The Sixth Circuit vacates and remands for resentencing. “First, we must clarify the difference between waiver, invited error, and forfeiture and explain their different consequences in the criminal law setting . . . . [They] are best understood as operating on a continuum.”

“At one extreme is waiver. ‘[W]aiver is the ‘intentional relinquishment or abandonment of a known right’ . . . . A plea agreement, for example, typically waives an array of rights . . . . Because a defendant can only waive a right that he knows of and actively abandons, true waiver will be relatively rare. As such, it comes with the strictest consequences: waiver ‘extinguishes an ‘error’ under Rule 52(b),’ so we cannot review the supposed error at all.”

“Forfeiture is at the other end of the spectrum. It is the passive failure to make a timely assertion of a right . . . . If a defendant fails to object to a district court’s ruling at trial, for example, he forfeits the argument . . . . The same is true if a defendant fails to object to the way the Sentencing Guidelines are applied to him . . . .  But in criminal cases, it is forfeiture in name only—Federal Rule of Criminal Procedure 52(b) allows us to consider such unpreserved arguments for plain error.”
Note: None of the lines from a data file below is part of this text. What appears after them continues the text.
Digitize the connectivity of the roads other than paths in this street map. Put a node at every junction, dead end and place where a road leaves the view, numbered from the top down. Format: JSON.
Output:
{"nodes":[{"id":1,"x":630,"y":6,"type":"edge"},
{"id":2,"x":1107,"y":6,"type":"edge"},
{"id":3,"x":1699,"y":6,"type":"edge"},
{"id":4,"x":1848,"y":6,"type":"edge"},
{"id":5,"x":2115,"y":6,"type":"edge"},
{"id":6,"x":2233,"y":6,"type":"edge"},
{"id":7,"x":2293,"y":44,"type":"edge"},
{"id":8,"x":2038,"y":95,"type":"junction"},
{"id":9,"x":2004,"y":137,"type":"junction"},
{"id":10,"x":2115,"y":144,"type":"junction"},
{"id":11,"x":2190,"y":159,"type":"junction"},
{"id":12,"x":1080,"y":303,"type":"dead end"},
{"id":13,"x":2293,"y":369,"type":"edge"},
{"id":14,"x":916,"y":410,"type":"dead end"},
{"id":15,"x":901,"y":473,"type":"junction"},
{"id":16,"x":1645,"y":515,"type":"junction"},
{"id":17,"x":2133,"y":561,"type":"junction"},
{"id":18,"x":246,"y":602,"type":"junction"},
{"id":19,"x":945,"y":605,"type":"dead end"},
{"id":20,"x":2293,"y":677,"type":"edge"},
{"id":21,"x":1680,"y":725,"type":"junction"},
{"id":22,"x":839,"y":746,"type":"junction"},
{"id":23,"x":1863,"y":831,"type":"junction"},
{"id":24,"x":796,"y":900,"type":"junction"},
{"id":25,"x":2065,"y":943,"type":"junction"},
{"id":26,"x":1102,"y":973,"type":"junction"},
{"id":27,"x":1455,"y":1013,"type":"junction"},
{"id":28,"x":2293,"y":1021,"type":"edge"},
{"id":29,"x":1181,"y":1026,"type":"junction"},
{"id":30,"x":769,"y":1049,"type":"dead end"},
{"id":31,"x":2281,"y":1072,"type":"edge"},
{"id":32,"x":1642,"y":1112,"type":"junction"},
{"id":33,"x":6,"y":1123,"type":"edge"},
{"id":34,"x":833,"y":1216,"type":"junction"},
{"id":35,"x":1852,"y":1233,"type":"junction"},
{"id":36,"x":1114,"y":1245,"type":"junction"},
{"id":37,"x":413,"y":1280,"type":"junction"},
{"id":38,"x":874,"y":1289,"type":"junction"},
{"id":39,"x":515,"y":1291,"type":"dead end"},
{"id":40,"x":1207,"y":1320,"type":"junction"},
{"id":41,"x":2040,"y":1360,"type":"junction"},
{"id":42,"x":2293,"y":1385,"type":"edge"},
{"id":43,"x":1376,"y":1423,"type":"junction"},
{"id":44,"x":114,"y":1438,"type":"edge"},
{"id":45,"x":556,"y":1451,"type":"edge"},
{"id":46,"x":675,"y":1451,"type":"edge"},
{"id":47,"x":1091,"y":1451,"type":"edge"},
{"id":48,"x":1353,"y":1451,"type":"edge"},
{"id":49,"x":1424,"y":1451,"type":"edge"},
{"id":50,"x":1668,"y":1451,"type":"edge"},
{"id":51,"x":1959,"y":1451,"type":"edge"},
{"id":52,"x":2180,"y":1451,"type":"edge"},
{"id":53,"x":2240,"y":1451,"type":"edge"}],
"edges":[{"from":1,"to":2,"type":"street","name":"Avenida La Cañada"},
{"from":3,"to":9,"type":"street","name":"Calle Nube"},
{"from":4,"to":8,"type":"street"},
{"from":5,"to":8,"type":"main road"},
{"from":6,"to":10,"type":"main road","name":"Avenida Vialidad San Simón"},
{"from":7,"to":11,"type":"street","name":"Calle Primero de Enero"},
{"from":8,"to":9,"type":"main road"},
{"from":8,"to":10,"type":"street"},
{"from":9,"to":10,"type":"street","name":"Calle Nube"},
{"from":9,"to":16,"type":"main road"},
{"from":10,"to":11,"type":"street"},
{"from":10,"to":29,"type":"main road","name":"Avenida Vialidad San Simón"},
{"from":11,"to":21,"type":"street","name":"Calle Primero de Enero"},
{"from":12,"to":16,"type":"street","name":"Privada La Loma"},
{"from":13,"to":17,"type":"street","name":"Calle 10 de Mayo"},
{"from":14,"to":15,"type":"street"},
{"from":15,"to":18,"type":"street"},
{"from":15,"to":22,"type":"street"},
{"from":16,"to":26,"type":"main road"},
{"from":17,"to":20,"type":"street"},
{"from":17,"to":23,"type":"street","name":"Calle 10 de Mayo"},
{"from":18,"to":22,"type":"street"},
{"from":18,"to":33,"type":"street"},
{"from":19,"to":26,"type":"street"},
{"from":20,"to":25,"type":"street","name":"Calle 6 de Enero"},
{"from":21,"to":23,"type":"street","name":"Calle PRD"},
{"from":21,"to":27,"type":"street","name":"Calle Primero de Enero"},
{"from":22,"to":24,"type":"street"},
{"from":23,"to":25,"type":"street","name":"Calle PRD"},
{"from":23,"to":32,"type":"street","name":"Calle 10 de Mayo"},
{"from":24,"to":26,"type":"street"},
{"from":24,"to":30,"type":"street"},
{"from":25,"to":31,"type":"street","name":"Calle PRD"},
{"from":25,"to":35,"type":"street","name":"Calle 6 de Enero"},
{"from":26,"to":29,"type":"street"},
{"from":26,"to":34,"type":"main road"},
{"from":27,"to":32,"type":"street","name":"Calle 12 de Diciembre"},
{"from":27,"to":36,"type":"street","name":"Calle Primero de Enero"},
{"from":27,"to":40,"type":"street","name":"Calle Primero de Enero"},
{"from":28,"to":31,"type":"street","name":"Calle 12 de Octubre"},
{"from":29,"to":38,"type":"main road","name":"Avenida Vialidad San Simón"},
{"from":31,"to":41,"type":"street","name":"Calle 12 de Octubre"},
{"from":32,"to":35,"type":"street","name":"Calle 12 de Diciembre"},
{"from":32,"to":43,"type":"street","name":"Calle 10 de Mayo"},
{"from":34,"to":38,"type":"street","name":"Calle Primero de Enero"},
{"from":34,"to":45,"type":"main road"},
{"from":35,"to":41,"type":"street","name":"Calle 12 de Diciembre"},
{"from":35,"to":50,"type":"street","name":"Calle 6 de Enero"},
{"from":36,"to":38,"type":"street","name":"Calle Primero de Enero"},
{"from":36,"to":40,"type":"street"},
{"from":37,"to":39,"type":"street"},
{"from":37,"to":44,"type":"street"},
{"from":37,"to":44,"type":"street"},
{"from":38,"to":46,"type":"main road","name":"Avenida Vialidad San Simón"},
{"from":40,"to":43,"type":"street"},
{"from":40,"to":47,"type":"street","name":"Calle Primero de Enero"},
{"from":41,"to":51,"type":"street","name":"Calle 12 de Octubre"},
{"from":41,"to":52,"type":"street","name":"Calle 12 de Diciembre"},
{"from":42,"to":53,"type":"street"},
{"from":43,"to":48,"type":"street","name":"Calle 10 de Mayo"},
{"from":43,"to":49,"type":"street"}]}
“Finally, covering much of the space in the middle is invited error. A litigant invites error when he contributes in some way to the district court’s error without intentionally relinquishing his rights . . . . Because in such circumstances a defendant is more responsible for the district court’s error than when he merely forfeits an argument, but has not made the conscious choice to waive the argument, the consequences fall in between those for forfeiture and waiver. We do not review invited errors as a matter of course, but we are also not foreclosed from reviewing them; instead, we review for plain error when ‘the interests of justice demand’ it.”

The panel holds that Montgomery’s case falls into the invited error bucket. “He did not intentionally relinquish a known right, as he would have to do to affirmatively waive that right . . . . But he did more than passively stand by as the district court erred, so he did not just forfeit his challenge to the Guidelines calculation either . . . . By telling the district court in his briefing that he was in Criminal History Category VI, and that his Guidelines range was therefore 292–365 months, Montgomery invited the district court to reach those erroneous conclusions.”

The panel finally holds that “the interests of justice” require resentencing. “The Guidelines are the ‘lodestar’ of most federal sentencing proceedings . . . . and correctly calculating the Guidelines range is the starting point of the resentencing hearing.” Thus the panel remands for resentencing.